Je me flatte qu’un esprit philosophique comme le vôtre ne sera point effarouché de l’attraction. Elle me paraît une nouvelle propriété de la matière. Les effets en sont calculés, et il est de toute impossibilité de reconnaître pour principes de ces effets l’impulsion telle que nous en avons l’idée. Enfin vous en jugerez.

Je vous dirai, pour commencer mon commerce de questions avec vous, qu’ayant vu les expériences de M. S’Gravesande sur les chutes et les chocs des corps, j’ai été obligé d’abandonner le système qui fait la quantité de mouvement le produit de la masse par la vitesse, et, en gardant pour M. de Mairan et pour son Mémoire[1] une estime infinie, je passe dans le camp opposé, ne pouvant juger d’une cause que par ses effets, et les effets étant toujours le produit de la masse par le carré de la vitesse, dans tous les cas possibles et à tous les moments.
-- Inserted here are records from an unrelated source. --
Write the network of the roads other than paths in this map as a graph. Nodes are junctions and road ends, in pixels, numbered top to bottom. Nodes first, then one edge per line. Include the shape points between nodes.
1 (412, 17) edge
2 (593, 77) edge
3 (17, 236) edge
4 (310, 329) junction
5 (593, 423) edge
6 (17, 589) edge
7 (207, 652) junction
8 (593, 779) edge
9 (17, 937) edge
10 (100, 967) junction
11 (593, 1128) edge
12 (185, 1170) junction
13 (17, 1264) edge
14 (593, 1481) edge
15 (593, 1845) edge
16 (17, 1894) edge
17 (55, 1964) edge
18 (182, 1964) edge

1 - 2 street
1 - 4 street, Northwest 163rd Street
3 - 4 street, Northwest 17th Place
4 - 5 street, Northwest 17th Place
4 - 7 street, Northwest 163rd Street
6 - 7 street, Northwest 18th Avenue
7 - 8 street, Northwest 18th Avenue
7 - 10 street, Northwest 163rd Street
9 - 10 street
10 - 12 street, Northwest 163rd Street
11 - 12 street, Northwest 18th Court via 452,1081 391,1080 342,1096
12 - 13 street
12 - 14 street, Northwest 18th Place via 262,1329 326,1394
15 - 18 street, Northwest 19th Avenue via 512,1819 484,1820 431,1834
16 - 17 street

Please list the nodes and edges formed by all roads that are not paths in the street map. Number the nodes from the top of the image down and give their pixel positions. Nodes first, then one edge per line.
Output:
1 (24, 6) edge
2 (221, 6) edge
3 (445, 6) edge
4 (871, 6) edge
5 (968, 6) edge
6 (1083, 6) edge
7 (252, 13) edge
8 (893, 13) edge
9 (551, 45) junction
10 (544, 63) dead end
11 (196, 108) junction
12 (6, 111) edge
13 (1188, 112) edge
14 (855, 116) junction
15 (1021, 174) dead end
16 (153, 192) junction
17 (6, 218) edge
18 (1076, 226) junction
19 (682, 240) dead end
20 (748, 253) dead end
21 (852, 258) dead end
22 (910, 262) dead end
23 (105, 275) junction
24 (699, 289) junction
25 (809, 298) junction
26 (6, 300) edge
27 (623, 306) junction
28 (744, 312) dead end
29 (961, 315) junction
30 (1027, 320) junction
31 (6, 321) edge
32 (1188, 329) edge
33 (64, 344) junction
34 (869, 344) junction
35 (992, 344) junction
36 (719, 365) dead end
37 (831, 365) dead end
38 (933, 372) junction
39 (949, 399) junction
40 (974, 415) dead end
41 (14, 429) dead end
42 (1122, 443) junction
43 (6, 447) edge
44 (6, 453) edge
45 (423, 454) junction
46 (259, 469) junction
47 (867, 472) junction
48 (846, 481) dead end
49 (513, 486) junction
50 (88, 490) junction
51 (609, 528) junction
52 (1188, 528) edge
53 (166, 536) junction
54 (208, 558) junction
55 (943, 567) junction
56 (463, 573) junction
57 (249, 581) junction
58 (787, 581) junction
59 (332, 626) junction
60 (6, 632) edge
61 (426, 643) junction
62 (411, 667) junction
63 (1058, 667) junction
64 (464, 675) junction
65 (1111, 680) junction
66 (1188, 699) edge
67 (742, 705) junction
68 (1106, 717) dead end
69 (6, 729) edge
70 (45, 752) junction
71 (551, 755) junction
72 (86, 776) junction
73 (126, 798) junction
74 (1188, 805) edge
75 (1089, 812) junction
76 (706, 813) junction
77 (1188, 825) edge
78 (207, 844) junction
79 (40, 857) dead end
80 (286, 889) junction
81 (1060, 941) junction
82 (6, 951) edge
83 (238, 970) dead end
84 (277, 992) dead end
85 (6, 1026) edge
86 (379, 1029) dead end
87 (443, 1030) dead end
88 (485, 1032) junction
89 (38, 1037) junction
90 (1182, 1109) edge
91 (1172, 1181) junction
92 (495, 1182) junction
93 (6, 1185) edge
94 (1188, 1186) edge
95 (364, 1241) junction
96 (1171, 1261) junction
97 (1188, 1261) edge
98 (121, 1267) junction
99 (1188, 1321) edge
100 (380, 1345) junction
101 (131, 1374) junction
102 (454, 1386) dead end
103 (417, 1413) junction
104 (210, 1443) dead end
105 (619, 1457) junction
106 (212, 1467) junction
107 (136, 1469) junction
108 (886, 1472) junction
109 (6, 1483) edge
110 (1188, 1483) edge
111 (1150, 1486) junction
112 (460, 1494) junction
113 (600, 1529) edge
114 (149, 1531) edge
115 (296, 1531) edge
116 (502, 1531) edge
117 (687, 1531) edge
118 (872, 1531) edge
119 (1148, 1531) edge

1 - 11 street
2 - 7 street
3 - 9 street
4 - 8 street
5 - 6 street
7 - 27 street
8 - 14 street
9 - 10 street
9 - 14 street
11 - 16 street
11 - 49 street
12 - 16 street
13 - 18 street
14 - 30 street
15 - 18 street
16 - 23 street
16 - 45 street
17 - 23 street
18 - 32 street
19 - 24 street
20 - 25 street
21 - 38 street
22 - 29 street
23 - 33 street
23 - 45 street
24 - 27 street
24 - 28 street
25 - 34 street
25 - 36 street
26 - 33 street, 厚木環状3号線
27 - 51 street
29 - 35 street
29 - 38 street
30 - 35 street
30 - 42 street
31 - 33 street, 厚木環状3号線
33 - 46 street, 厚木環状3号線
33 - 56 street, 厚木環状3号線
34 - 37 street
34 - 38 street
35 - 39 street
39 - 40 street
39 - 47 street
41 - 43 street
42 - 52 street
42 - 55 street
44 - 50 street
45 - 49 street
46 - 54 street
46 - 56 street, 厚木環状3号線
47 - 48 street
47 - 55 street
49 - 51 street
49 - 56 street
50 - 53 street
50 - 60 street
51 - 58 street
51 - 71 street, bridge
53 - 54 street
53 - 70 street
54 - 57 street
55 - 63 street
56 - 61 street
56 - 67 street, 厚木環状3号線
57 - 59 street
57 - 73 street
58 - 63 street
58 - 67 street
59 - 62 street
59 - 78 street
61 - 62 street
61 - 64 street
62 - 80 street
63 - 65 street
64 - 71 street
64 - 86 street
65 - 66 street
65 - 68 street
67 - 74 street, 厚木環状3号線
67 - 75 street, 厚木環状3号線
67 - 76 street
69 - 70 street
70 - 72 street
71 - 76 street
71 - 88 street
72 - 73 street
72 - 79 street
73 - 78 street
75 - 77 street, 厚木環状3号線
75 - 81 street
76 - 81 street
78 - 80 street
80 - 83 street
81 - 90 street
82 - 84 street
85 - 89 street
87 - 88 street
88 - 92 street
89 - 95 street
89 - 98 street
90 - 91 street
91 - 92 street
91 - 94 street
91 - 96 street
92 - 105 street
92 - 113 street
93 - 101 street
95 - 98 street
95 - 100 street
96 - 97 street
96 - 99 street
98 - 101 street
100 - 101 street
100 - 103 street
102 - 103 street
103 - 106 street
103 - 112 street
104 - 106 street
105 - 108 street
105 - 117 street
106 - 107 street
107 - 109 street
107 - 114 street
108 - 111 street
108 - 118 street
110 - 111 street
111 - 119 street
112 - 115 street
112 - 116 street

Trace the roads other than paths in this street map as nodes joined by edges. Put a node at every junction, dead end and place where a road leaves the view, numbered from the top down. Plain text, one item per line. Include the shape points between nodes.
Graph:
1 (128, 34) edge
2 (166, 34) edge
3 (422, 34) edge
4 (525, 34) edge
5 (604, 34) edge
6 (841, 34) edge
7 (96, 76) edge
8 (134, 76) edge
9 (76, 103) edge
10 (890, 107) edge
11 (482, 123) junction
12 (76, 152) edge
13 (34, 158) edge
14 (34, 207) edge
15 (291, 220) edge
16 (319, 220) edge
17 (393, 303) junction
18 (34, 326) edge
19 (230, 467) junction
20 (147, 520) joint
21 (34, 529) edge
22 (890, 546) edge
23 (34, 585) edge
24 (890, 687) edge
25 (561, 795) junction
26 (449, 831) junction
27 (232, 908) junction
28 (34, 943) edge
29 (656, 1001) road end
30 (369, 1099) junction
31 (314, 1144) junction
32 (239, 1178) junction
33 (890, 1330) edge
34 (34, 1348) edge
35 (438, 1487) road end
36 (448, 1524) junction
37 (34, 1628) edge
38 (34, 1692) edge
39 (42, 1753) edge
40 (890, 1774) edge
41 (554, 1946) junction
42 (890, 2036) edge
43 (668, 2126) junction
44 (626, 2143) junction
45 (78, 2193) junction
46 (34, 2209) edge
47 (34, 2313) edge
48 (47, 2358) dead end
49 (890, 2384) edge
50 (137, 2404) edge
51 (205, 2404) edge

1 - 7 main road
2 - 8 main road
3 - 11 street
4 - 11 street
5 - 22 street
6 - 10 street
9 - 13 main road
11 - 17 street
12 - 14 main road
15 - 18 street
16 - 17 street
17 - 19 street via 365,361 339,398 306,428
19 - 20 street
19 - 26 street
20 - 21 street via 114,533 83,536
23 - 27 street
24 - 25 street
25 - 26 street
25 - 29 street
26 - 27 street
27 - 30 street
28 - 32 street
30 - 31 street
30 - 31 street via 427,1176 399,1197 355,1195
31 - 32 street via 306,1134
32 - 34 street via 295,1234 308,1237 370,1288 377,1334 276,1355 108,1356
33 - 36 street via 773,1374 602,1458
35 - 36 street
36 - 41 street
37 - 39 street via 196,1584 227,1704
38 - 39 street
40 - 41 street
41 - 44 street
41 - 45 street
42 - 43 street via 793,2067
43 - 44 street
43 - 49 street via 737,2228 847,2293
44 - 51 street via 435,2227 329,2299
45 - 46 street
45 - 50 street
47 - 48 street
Il y a des idées bien nouvelles (et qui me paraissent vraies d’un docteur Berkeley, évêque de Cloyne, sur la manière dont nous voyons. Vous en lirez une petite ébauche dans ces Éléments : mais je me repens de n’en avoir pas assez dit. Il me paraît surtout qu’il décide très-bien une question d’optique que personne n’a jamais pu résoudre : c’est la raison pour laquelle nous voyons dans un miroir concave les objets tout autrement placés qu’ils ne devraient l’être suivant les lois ordinaires.

Il décide aussi la question du différend entre Régis et Malebranche, au sujet du disque du soleil et de la lune, qu’on voit toujours plus grands à l’horizon qu’au méridien, quoiqu’ils soient vus à l’horizon sous un plus petit angle. Il me paraît qu’il prouve assez que Malebranche et Régis avaient également tort.

Pour moi, qui viens d’observer[2] ces astres à leur lever et à leur coucher avec un large tuyau de carton qui me cachait tout l’horizon, je peux vous assurer que je les ai vus tout aussi grands que quand mes yeux les regardaient sans tube. Tous les assistants en ont jugé comme moi.

Ce n’est donc pas la longue étendue du ciel et de la terre qui me fait paraître ces astres plus grands à leur lever et à leur coucher qu’au méridien, comme le dit Malebranche.

J’ajouterai un article sur ce phénomène et sur celui des

  1. Sur les Forces motrices.
  2. Voyez tome XXII, pages 473 et suivantes.